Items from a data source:

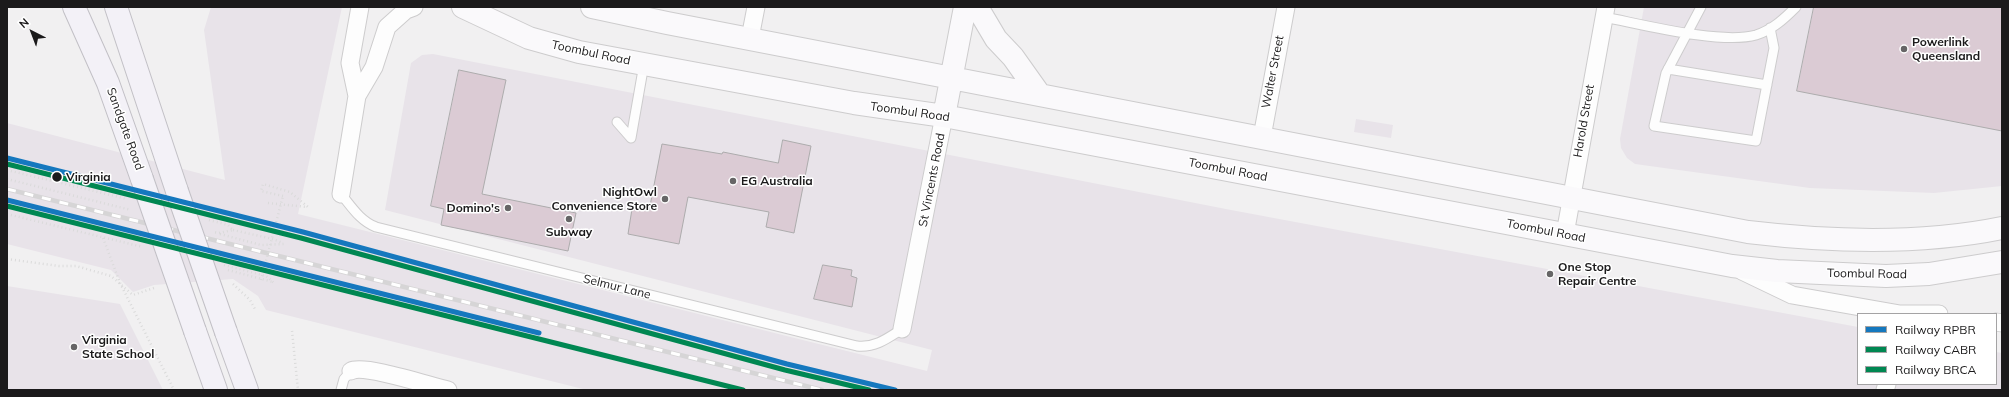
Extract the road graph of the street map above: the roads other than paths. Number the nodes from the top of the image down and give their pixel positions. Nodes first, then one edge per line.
1 (74, 7) edge
2 (116, 7) edge
3 (360, 7) edge
4 (414, 7) edge
5 (592, 7) edge
6 (756, 7) edge
7 (965, 7) edge
8 (977, 7) edge
9 (1286, 7) edge
10 (1701, 7) edge
11 (1796, 7) edge
12 (467, 8) edge
13 (1605, 12) edge
14 (1770, 28) junction
15 (1687, 32) junction
16 (750, 38) junction
17 (644, 64) junction
18 (1668, 69) junction
19 (952, 78) junction
20 (1767, 85) junction
21 (1040, 95) junction
22 (358, 96) junction
23 (944, 116) junction
24 (617, 122) dead end
25 (1262, 137) junction
26 (341, 194) joint
27 (1571, 197) junction
28 (2002, 228) edge
29 (1564, 234) junction
30 (2002, 262) edge
31 (1732, 266) junction
32 (1894, 313) edge
33 (902, 329) joint
34 (351, 371) joint
35 (216, 390) edge
36 (247, 390) edge
37 (341, 390) edge
38 (448, 390) edge

1 - 35 highway, Sandgate Road, bridge
2 - 36 highway, bridge
3 - 22 street
4 - 22 street
5 - 16 main road
6 - 16 street
7 - 19 main road, St Vincents Road
8 - 21 main road
9 - 25 street, Walter Street
10 - 15 lane
11 - 14 lane
12 - 17 main road, Toombul Road
13 - 15 lane
13 - 27 street, Harold Street
14 - 15 lane
14 - 20 lane
15 - 18 lane
16 - 19 main road
17 - 23 main road, Toombul Road
17 - 24 lane
18 - 20 lane
18 - 20 lane
19 - 21 main road
19 - 23 main road, St Vincents Road
21 - 25 main road
22 - 26 street
23 - 29 main road, Toombul Road
23 - 33 street, St Vincents Road
25 - 27 main road
26 - 33 lane, Selmur Lane
27 - 28 main road
27 - 29 street, Harold Street
29 - 31 main road, Toombul Road
30 - 31 main road, Toombul Road
31 - 32 street
34 - 37 lane
34 - 38 street

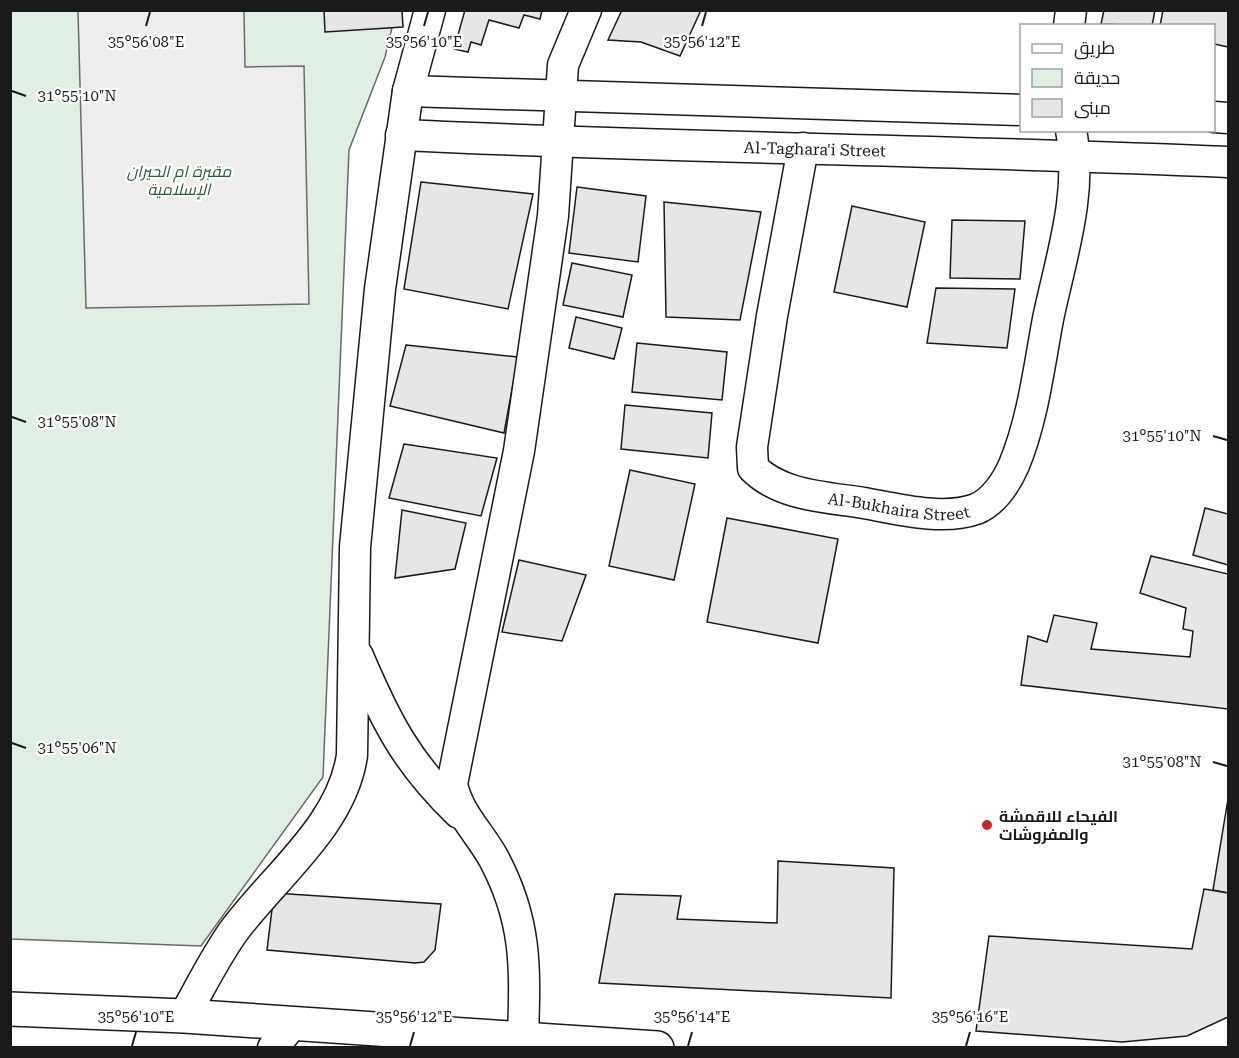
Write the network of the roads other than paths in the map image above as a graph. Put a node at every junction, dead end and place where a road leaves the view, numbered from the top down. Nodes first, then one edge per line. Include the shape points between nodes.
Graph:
1 (430, 10) edge
2 (586, 10) edge
3 (408, 92) junction
4 (560, 97) junction
5 (1020, 110) edge
6 (402, 135) junction
7 (559, 142) junction
8 (1073, 143) edge
9 (803, 148) junction
10 (1228, 162) edge
11 (353, 644) junction
12 (465, 820) junction
13 (10, 1009) edge
14 (184, 1017) junction
15 (283, 1036) edge
16 (523, 1039) junction
17 (657, 1047) edge

1 - 3 street
2 - 4 street via 563,65
3 - 4 street
3 - 6 street
4 - 5 street
4 - 7 street
6 - 7 street, Al-Taghara'i Street
6 - 11 street via 380,289 355,547
7 - 9 street, Al-Taghara'i Street
7 - 12 street via 553,216 519,451 453,771 454,797
8 - 9 street, Al-Taghara'i Street
8 - 9 street, Al-Bukhaira Street via 1068,229 1027,428 1000,490 977,509 941,514 795,491 766,480 753,468 752,447 772,316
8 - 10 street, Al-Taghara'i Street
11 - 12 street via 400,743 427,782
11 - 14 street via 349,777 326,823 232,934
12 - 16 street via 484,842 507,884 519,919 525,969
13 - 14 street
14 - 15 street
15 - 16 street
16 - 17 street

AIM OF THE EXERCISE |
Leaving every image behind, repeat the data in full and exactly.

OUTPUT |
Extract the road graph of the street map above: the roads other than paths. Number the nodes from the top of the image down and give their pixel positions. Nodes first, then one edge per line.
1 (74, 7) edge
2 (116, 7) edge
3 (360, 7) edge
4 (414, 7) edge
5 (592, 7) edge
6 (756, 7) edge
7 (965, 7) edge
8 (977, 7) edge
9 (1286, 7) edge
10 (1701, 7) edge
11 (1796, 7) edge
12 (467, 8) edge
13 (1605, 12) edge
14 (1770, 28) junction
15 (1687, 32) junction
16 (750, 38) junction
17 (644, 64) junction
18 (1668, 69) junction
19 (952, 78) junction
20 (1767, 85) junction
21 (1040, 95) junction
22 (358, 96) junction
23 (944, 116) junction
24 (617, 122) dead end
25 (1262, 137) junction
26 (341, 194) joint
27 (1571, 197) junction
28 (2002, 228) edge
29 (1564, 234) junction
30 (2002, 262) edge
31 (1732, 266) junction
32 (1894, 313) edge
33 (902, 329) joint
34 (351, 371) joint
35 (216, 390) edge
36 (247, 390) edge
37 (341, 390) edge
38 (448, 390) edge

1 - 35 highway, Sandgate Road, bridge
2 - 36 highway, bridge
3 - 22 street
4 - 22 street
5 - 16 main road
6 - 16 street
7 - 19 main road, St Vincents Road
8 - 21 main road
9 - 25 street, Walter Street
10 - 15 lane
11 - 14 lane
12 - 17 main road, Toombul Road
13 - 15 lane
13 - 27 street, Harold Street
14 - 15 lane
14 - 20 lane
15 - 18 lane
16 - 19 main road
17 - 23 main road, Toombul Road
17 - 24 lane
18 - 20 lane
18 - 20 lane
19 - 21 main road
19 - 23 main road, St Vincents Road
21 - 25 main road
22 - 26 street
23 - 29 main road, Toombul Road
23 - 33 street, St Vincents Road
25 - 27 main road
26 - 33 lane, Selmur Lane
27 - 28 main road
27 - 29 street, Harold Street
29 - 31 main road, Toombul Road
30 - 31 main road, Toombul Road
31 - 32 street
34 - 37 lane
34 - 38 street

Write the network of the roads other than paths in the map image above as a graph. Put a node at every junction, dead end and place where a road leaves the view, numbered from the top down. Nodes first, then one edge per line. Include the shape points between nodes.
Graph:
1 (430, 10) edge
2 (586, 10) edge
3 (408, 92) junction
4 (560, 97) junction
5 (1020, 110) edge
6 (402, 135) junction
7 (559, 142) junction
8 (1073, 143) edge
9 (803, 148) junction
10 (1228, 162) edge
11 (353, 644) junction
12 (465, 820) junction
13 (10, 1009) edge
14 (184, 1017) junction
15 (283, 1036) edge
16 (523, 1039) junction
17 (657, 1047) edge

1 - 3 street
2 - 4 street via 563,65
3 - 4 street
3 - 6 street
4 - 5 street
4 - 7 street
6 - 7 street, Al-Taghara'i Street
6 - 11 street via 380,289 355,547
7 - 9 street, Al-Taghara'i Street
7 - 12 street via 553,216 519,451 453,771 454,797
8 - 9 street, Al-Taghara'i Street
8 - 9 street, Al-Bukhaira Street via 1068,229 1027,428 1000,490 977,509 941,514 795,491 766,480 753,468 752,447 772,316
8 - 10 street, Al-Taghara'i Street
11 - 12 street via 400,743 427,782
11 - 14 street via 349,777 326,823 232,934
12 - 16 street via 484,842 507,884 519,919 525,969
13 - 14 street
14 - 15 street
15 - 16 street
16 - 17 street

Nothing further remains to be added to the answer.